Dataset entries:
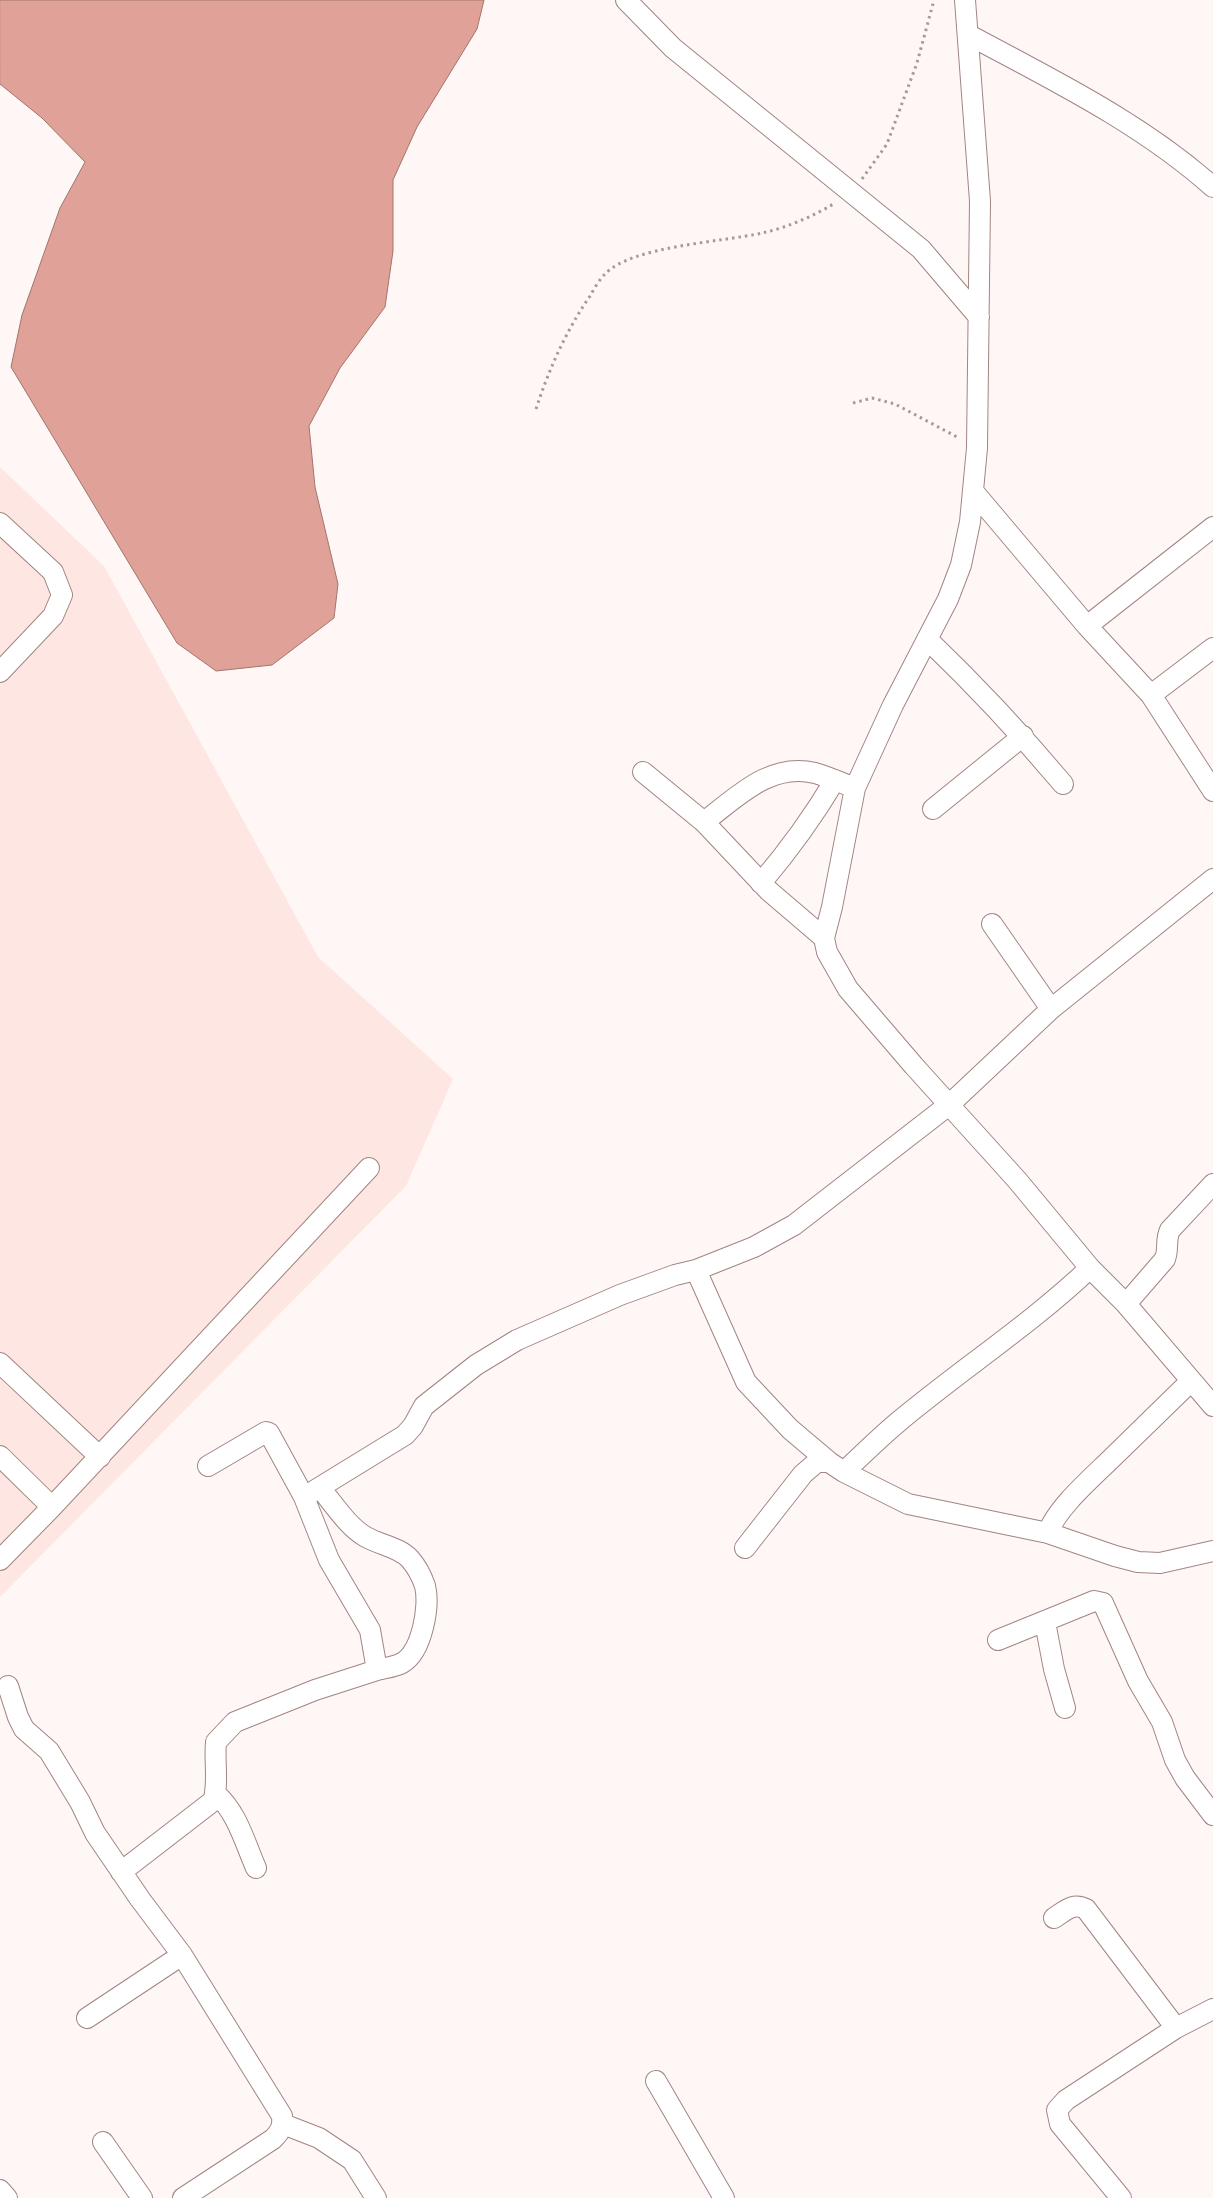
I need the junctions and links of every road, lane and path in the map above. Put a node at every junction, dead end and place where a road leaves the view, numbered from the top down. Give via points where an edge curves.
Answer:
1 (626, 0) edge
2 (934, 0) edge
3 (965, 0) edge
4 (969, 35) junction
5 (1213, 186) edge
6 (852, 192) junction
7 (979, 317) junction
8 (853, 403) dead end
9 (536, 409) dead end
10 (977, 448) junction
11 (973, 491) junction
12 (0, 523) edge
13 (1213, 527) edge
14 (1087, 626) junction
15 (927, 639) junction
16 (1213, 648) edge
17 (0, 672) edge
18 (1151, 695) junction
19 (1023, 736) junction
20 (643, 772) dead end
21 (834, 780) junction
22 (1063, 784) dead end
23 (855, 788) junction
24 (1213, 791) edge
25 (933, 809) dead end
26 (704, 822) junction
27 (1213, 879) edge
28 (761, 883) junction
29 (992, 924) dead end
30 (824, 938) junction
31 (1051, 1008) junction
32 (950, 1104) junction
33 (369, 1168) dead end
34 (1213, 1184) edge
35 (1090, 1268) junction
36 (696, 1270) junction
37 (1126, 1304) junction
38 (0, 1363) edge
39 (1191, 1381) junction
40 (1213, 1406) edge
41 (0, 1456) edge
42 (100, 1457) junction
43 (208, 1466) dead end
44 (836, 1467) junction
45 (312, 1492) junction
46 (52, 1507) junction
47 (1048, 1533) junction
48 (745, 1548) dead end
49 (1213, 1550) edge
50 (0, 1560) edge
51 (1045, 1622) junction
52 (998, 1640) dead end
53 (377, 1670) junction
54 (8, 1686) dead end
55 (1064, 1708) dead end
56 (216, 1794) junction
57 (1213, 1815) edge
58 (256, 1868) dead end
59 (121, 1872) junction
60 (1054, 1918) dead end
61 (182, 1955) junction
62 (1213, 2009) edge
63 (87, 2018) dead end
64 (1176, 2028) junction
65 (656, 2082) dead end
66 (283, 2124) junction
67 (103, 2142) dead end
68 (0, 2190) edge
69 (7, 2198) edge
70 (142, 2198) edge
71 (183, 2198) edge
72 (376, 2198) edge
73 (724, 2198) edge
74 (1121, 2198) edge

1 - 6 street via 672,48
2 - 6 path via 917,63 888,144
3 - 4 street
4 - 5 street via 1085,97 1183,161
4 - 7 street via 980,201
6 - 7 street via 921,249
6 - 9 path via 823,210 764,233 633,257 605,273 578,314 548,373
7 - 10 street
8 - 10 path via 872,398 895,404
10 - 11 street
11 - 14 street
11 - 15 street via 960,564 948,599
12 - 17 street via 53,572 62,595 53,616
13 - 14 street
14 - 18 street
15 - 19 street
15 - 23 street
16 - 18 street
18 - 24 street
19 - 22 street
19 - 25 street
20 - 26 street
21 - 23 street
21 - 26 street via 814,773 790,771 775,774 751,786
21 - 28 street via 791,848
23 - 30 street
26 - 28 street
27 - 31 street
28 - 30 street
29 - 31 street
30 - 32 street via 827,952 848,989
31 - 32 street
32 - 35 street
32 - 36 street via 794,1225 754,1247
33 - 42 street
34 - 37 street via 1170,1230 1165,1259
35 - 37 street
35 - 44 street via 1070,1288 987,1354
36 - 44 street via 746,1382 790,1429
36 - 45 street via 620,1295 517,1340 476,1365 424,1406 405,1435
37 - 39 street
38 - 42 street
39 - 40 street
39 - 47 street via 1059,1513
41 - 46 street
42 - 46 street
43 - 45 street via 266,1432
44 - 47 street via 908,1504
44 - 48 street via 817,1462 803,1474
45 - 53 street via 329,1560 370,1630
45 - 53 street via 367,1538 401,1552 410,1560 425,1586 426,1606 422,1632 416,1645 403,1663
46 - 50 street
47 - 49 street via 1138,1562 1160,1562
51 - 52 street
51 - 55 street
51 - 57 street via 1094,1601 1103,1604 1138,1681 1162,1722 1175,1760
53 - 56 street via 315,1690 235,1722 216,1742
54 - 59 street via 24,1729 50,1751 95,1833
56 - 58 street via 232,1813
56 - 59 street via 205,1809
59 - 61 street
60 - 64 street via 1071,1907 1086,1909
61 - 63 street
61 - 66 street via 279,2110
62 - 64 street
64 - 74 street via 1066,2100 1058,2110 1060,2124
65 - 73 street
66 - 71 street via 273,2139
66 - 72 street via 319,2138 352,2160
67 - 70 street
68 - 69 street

▸ WHAT TO PRODUCE: Copy task for the entries above: every line with the string "path".

▸ TASK OUTPUT:
I need the junctions and links of every road, lane and path in the map above. Put a node at every junction, dead end and place where a road leaves the view, numbered from the top down. Give via points where an edge curves.
2 - 6 path via 917,63 888,144
6 - 9 path via 823,210 764,233 633,257 605,273 578,314 548,373
8 - 10 path via 872,398 895,404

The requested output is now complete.